Verdades importantes sobre o “mito das mulheres queimadas” e sobre a segunda maior revolução contemporânea – e a mais desprezada.
*Arney Barcelos
Quase ninguém sabe. Nem os produtores culturais e líderes “criticos” (e/ou esquerdistas) nem os fracos comunicadores e jornalistas, menos ainda e nem muitos historiadores e cientistas sociais: A Revolução Feminina foi a segunda maior revolução contemporânea que transformou o mundo em que vivemos (perdendo apenas para a revolução da informática.
A própria história da fixação do dia internacional da mulher é, em si, uma “História” interessantíssima e essencial e que pode originar dezenas de debates, livros e filmes por dois motivos: primeiro, a polêmica confusão em torno de seus mitos de origem: (as “mulheres queimadas” em New York e o início da Revolução Russa numa greve de mulheres em 8.3.1917), resultado de uma acirrada disputa da guerra fria entre EUA e URSS; E depois porque a a história da invenção e oficialização desse dia, sintetiza as principais e cruciais transformações mundiais desde a era moderna até a nossa “ultramodernidade”. (Sobretudo, a mudança de uma “sociedade de classes” para uma “sociedade de identidades” Ou que centraliza os principais eventos políticos, econômicos e sociais da realidade.)
Mas porque o desprezo e o “silêncio” sobre isso?

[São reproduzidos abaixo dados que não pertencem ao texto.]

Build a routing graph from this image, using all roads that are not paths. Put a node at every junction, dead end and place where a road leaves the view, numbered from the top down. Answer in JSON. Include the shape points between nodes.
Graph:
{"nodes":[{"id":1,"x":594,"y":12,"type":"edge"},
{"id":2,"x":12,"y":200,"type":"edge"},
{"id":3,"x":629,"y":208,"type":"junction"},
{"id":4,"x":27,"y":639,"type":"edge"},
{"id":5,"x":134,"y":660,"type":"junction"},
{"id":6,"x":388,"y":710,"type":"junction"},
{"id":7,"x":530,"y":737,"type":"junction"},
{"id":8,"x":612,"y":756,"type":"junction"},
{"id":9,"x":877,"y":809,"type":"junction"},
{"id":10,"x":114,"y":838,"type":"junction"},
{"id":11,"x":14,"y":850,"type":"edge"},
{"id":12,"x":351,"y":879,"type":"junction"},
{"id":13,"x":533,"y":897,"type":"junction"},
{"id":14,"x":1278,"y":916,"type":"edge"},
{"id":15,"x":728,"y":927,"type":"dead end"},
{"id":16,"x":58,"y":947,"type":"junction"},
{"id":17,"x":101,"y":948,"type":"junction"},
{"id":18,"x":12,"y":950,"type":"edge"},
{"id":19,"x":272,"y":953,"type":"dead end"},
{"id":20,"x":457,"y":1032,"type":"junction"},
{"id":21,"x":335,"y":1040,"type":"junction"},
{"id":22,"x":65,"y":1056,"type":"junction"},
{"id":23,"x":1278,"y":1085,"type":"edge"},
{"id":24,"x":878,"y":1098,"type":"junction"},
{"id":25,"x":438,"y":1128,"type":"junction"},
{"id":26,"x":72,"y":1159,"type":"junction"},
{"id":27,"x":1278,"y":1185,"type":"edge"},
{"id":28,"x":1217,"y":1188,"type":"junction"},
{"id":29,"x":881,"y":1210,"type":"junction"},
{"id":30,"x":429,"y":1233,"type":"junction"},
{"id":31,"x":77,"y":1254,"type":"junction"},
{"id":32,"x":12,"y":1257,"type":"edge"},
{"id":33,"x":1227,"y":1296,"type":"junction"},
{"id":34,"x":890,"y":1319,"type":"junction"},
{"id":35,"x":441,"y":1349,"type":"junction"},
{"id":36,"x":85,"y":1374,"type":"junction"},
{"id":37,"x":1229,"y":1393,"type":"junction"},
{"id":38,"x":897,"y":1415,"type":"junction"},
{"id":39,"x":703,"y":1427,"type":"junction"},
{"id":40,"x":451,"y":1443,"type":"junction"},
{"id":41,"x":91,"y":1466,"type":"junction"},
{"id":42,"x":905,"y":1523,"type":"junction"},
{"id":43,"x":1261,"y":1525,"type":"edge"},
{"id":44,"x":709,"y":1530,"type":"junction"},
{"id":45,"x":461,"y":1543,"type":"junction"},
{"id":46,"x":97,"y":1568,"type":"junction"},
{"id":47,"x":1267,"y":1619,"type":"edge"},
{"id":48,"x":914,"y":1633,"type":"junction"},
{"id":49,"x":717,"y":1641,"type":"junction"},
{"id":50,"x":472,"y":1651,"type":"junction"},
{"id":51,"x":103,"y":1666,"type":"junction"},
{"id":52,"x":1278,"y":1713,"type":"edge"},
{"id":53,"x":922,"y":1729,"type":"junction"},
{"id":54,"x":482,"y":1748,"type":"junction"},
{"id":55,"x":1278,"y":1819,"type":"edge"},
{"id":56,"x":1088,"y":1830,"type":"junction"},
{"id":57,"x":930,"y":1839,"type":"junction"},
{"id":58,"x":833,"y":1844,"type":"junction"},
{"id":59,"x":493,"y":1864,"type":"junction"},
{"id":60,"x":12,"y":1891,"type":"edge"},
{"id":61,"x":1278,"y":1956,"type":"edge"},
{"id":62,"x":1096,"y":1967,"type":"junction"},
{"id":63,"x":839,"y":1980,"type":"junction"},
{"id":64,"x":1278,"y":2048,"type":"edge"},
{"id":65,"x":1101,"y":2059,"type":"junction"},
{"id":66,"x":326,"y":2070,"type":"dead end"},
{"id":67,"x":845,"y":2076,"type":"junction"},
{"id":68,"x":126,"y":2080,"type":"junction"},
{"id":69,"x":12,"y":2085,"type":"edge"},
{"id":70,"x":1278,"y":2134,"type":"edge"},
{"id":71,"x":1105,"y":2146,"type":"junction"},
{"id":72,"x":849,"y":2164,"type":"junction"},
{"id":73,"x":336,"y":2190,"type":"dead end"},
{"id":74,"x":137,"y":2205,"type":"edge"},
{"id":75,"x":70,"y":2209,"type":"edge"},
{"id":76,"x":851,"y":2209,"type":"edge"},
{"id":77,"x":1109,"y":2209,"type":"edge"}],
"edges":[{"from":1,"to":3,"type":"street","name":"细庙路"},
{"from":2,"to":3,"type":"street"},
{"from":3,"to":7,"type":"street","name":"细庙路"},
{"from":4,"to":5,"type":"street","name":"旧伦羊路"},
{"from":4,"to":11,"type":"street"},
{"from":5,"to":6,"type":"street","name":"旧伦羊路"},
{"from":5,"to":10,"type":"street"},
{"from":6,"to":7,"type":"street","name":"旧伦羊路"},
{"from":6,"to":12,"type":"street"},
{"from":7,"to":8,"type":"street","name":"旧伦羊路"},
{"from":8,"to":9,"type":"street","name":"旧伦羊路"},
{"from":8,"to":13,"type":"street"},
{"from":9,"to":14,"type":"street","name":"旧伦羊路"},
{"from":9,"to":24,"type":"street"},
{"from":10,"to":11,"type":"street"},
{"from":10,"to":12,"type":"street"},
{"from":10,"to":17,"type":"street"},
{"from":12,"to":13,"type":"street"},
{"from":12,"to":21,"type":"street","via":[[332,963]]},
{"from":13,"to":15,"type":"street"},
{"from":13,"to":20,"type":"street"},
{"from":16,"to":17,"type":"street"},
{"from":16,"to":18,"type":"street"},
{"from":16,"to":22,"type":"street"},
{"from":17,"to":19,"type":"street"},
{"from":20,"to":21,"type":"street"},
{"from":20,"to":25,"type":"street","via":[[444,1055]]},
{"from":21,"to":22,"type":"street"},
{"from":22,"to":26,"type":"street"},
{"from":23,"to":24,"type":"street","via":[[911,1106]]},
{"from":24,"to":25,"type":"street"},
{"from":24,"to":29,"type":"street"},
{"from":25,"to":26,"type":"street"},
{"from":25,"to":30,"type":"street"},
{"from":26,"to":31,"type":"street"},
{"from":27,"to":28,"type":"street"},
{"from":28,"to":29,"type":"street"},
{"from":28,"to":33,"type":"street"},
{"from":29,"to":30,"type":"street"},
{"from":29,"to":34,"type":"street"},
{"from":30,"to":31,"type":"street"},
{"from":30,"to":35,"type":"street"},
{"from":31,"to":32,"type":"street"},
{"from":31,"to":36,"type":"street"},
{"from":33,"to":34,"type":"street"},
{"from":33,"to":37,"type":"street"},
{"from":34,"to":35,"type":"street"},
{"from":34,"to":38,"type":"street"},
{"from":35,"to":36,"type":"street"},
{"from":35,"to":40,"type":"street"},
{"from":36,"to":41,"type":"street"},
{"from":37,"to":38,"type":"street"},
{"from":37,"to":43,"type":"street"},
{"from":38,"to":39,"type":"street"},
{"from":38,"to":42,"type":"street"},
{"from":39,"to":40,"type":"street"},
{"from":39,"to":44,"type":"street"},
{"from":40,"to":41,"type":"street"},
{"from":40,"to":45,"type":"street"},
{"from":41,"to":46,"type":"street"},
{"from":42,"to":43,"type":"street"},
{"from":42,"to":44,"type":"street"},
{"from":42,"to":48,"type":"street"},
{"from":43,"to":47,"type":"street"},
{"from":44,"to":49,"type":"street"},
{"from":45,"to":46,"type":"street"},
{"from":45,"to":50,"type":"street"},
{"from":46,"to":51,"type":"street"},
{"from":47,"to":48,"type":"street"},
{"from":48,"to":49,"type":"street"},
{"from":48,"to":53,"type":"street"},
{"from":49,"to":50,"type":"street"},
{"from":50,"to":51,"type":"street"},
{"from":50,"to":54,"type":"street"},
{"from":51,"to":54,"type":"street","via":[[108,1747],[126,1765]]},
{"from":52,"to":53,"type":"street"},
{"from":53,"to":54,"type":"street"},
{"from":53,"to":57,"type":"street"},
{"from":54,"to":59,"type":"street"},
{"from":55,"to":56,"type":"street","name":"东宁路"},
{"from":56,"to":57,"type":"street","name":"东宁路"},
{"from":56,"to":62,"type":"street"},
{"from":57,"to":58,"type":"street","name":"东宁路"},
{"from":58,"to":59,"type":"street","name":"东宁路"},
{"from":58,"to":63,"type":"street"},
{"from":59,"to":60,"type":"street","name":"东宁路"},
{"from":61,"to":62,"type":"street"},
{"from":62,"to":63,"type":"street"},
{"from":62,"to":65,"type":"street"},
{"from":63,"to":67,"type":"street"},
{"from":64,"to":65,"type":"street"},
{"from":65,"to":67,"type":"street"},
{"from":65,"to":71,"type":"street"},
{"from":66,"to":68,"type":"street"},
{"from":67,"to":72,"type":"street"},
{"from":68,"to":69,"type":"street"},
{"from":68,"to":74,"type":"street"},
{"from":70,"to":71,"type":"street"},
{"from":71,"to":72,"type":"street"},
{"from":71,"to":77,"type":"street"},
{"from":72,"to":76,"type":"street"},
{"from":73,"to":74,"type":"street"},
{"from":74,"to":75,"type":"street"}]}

Porque no dito “Centenario do Dia da Mulher” nenhuma TV, jornal, rádio ou internet nada publicou sobre isso? Seria por causa da péssima (in) formação dos jornalistas, professores, cineastas e produtores culturais que determinam as agendas educativas OU os “interesses” de uma tentativa nostálgica de se recriar uma “Guerra Fria” cultural pra ficar mais fácil e “gostoso” o mundo de hoje? Preguiça cultaural ou um pouco dos dois talvez?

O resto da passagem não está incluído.